Find all lines below containing the string "Uxpanapa" and return them.
*** INFORMATION SUPPLIED Section Begins ***
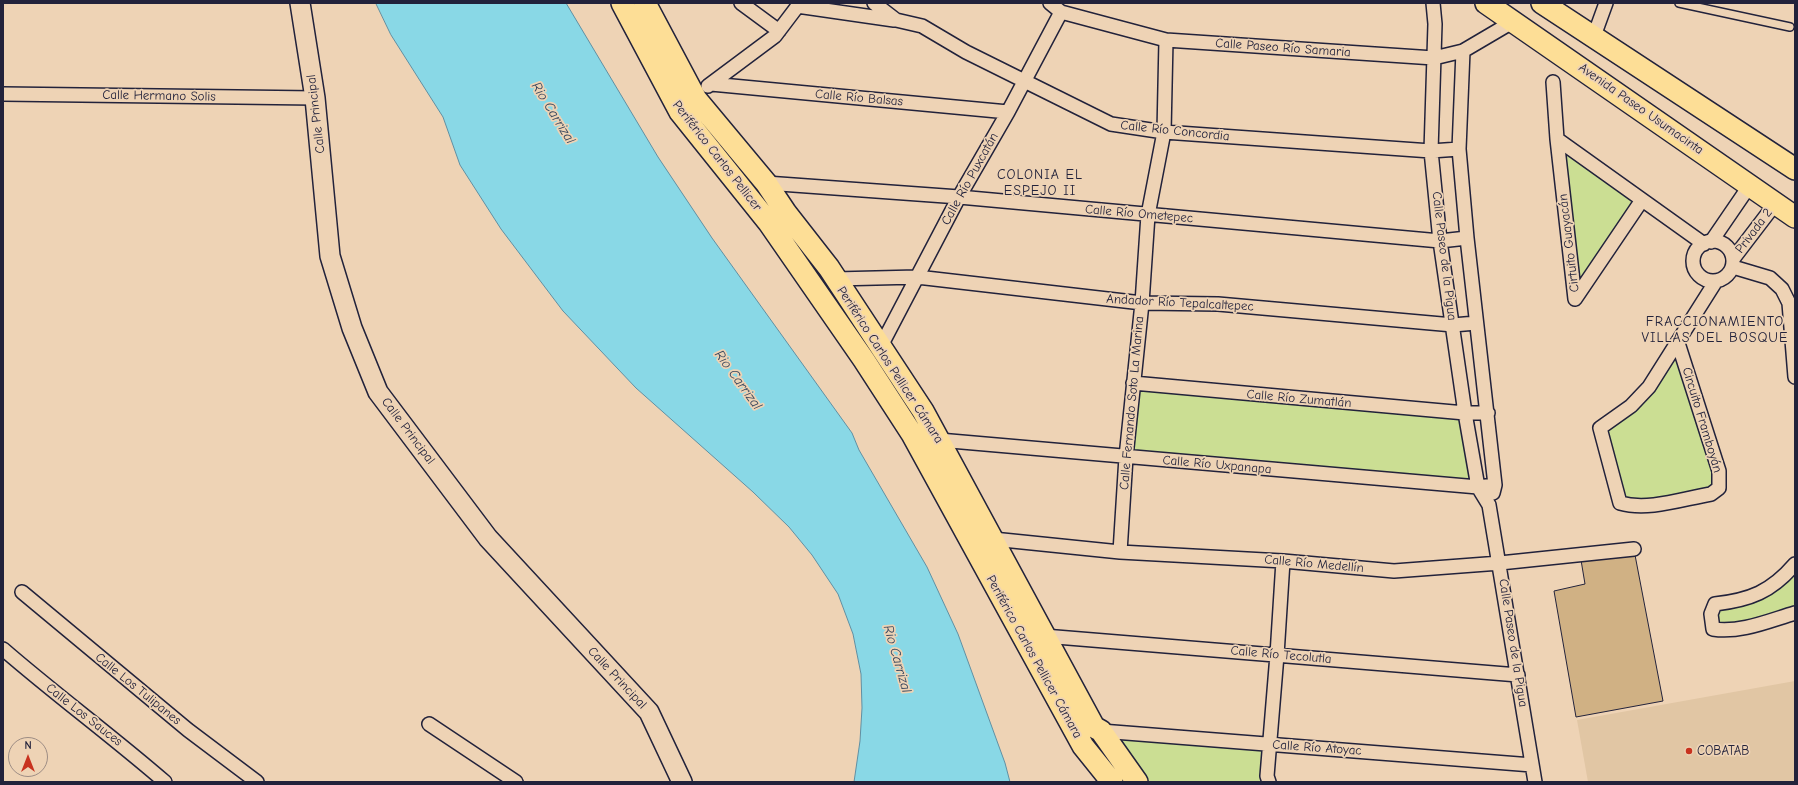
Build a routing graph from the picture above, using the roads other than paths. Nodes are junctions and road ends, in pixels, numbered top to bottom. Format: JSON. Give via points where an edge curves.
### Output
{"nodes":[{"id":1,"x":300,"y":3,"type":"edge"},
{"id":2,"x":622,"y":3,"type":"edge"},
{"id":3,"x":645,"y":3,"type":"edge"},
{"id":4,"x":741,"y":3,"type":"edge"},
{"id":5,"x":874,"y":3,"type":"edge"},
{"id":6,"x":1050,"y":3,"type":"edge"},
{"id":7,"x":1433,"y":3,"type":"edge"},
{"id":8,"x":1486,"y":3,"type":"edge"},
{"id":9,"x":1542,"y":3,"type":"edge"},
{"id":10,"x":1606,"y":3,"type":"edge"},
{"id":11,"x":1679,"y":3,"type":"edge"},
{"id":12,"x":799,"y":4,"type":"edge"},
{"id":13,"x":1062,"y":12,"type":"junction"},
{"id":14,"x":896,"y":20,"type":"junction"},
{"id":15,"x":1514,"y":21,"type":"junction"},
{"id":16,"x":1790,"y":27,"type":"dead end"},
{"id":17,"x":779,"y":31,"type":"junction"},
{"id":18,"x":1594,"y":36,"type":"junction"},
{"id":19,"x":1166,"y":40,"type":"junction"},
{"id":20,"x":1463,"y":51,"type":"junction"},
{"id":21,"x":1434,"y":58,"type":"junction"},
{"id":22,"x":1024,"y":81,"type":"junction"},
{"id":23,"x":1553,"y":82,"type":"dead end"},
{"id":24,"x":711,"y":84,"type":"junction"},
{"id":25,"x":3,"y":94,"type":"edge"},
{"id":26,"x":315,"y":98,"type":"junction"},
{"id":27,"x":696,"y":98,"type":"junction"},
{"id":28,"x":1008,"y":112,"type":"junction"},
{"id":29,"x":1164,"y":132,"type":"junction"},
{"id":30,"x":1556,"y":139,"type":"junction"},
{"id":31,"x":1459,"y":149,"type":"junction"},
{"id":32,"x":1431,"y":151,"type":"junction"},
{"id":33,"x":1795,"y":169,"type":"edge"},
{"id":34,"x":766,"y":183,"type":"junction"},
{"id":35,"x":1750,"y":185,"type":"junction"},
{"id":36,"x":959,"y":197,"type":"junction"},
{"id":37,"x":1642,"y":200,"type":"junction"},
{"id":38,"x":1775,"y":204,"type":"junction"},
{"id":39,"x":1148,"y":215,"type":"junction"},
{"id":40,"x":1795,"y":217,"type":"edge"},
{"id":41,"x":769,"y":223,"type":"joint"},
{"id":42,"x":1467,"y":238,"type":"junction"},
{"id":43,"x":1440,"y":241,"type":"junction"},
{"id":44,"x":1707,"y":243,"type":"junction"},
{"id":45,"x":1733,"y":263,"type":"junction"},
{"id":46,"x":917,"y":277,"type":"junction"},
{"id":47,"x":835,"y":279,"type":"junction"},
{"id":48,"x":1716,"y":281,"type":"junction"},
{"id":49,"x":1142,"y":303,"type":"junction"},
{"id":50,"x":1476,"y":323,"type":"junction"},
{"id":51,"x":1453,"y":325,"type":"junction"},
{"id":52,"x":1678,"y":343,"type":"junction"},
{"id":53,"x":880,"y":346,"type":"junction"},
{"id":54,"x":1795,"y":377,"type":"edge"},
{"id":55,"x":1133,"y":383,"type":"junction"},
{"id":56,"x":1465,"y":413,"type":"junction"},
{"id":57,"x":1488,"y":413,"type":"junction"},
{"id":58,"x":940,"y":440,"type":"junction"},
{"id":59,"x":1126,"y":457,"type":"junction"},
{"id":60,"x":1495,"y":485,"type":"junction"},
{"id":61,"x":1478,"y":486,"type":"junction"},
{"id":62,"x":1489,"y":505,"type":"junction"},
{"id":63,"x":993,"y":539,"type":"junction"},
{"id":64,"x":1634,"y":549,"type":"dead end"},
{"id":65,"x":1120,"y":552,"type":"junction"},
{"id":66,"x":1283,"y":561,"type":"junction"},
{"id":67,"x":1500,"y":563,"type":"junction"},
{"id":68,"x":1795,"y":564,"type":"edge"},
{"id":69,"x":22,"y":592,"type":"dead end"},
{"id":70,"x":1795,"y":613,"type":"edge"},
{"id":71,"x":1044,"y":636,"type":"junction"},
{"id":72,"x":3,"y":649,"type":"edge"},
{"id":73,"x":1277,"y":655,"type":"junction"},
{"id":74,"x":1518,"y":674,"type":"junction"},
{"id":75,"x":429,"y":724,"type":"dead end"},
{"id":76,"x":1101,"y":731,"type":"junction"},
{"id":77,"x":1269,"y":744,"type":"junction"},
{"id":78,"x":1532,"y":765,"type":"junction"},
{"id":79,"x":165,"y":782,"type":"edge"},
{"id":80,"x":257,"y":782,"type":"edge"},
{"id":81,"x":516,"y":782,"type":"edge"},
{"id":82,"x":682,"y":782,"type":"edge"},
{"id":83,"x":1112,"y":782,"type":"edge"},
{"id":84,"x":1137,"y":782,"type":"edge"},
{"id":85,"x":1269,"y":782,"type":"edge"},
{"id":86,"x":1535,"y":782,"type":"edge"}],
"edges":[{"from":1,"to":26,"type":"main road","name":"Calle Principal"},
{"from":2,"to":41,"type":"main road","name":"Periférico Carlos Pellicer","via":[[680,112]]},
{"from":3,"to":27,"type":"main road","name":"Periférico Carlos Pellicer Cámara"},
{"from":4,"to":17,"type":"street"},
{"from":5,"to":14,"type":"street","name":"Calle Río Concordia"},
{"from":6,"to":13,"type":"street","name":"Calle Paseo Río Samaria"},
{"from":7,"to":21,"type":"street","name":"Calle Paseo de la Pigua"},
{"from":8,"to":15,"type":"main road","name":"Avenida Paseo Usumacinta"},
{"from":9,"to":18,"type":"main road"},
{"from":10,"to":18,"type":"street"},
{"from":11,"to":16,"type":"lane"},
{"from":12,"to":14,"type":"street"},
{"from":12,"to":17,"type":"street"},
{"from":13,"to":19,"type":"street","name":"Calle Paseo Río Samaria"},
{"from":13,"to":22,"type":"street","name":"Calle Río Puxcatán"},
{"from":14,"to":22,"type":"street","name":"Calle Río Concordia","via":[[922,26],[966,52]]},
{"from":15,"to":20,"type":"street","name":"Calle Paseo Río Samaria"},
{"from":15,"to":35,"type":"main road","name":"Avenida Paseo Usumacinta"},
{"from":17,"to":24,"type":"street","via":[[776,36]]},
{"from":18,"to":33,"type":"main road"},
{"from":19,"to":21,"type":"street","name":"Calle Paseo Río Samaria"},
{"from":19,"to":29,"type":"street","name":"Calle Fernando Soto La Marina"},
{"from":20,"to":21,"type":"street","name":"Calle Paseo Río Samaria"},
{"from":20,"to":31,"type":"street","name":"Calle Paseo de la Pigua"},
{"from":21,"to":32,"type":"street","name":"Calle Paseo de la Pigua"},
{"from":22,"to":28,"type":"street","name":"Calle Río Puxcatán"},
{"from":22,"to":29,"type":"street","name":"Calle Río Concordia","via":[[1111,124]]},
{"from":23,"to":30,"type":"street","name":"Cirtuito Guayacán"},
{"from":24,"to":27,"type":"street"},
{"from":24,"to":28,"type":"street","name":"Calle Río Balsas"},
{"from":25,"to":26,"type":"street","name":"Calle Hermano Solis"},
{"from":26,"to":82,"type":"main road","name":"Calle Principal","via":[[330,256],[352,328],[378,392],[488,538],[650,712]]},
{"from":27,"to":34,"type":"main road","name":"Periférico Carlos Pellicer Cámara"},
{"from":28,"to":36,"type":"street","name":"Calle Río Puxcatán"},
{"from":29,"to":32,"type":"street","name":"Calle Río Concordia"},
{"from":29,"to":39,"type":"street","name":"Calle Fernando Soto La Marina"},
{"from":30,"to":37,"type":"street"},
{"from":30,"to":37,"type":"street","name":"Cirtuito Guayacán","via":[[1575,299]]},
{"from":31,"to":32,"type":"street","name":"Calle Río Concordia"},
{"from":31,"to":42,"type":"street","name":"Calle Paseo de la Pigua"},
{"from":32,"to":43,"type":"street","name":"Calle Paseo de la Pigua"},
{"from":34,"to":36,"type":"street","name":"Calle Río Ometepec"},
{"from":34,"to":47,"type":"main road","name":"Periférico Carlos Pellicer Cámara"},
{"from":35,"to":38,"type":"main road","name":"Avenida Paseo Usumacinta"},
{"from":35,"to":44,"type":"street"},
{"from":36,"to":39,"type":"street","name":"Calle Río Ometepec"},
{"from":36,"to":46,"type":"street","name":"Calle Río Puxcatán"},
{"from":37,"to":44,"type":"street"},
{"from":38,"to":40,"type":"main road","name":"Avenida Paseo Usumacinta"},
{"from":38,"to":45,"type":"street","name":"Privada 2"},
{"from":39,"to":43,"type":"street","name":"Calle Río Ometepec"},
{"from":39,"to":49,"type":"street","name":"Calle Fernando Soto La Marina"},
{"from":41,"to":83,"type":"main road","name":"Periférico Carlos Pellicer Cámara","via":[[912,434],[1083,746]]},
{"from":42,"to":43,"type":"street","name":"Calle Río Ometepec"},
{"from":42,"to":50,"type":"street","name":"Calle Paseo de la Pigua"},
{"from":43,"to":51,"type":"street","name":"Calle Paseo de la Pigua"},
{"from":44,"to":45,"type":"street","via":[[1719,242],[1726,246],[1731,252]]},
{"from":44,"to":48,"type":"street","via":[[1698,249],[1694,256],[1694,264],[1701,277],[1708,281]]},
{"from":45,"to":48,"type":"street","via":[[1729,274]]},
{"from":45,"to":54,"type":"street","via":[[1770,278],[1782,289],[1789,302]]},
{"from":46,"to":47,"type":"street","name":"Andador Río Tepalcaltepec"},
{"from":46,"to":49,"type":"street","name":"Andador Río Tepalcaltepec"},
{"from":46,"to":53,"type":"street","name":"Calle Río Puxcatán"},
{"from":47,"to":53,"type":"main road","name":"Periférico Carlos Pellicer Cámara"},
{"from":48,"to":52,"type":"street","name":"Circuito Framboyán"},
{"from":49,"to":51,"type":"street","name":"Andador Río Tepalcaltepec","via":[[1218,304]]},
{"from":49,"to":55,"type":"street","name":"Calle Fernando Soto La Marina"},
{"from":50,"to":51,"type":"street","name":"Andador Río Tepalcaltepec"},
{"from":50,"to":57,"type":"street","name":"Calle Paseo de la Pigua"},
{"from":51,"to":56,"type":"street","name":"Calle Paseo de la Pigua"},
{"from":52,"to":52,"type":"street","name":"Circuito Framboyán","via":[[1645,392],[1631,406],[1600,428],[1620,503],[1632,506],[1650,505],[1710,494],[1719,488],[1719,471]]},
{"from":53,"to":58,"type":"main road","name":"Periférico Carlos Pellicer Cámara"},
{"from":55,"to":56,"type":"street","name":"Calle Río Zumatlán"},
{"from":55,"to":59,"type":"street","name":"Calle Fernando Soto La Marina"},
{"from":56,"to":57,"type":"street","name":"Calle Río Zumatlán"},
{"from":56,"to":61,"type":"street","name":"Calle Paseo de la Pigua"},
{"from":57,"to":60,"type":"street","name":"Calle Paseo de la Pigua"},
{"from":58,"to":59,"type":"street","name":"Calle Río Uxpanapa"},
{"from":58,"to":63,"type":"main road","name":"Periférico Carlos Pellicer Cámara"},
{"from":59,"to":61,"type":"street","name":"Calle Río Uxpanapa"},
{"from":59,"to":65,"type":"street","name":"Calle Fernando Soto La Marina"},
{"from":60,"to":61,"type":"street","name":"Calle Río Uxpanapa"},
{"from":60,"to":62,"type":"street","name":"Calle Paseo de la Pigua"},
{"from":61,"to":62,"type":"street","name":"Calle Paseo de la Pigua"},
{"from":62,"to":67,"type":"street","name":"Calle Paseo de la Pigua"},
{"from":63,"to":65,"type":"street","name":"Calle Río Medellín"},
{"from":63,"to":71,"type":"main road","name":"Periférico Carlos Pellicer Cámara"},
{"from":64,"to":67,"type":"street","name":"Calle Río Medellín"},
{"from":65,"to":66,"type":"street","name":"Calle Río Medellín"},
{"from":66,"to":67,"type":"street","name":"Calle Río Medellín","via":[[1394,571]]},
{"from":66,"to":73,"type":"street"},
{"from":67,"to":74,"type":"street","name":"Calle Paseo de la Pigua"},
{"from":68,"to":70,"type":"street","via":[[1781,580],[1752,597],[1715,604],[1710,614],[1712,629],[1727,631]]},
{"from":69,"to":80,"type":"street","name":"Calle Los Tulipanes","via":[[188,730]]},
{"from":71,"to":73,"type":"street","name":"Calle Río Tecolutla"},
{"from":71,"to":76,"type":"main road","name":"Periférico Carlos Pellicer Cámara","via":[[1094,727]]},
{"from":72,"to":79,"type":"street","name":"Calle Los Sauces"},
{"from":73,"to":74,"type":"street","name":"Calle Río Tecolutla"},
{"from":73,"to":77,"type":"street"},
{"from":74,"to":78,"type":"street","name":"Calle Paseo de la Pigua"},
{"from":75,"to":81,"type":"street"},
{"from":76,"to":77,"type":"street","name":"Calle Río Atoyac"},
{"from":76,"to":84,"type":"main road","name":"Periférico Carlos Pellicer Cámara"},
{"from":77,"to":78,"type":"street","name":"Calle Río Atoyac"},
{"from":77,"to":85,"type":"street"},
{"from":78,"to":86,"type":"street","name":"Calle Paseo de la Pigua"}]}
*** INFORMATION SUPPLIED Section Ends ***
EXERCISE ANSWER
{"from":58,"to":59,"type":"street","name":"Calle Río Uxpanapa"},
{"from":59,"to":61,"type":"street","name":"Calle Río Uxpanapa"},
{"from":60,"to":61,"type":"street","name":"Calle Río Uxpanapa"},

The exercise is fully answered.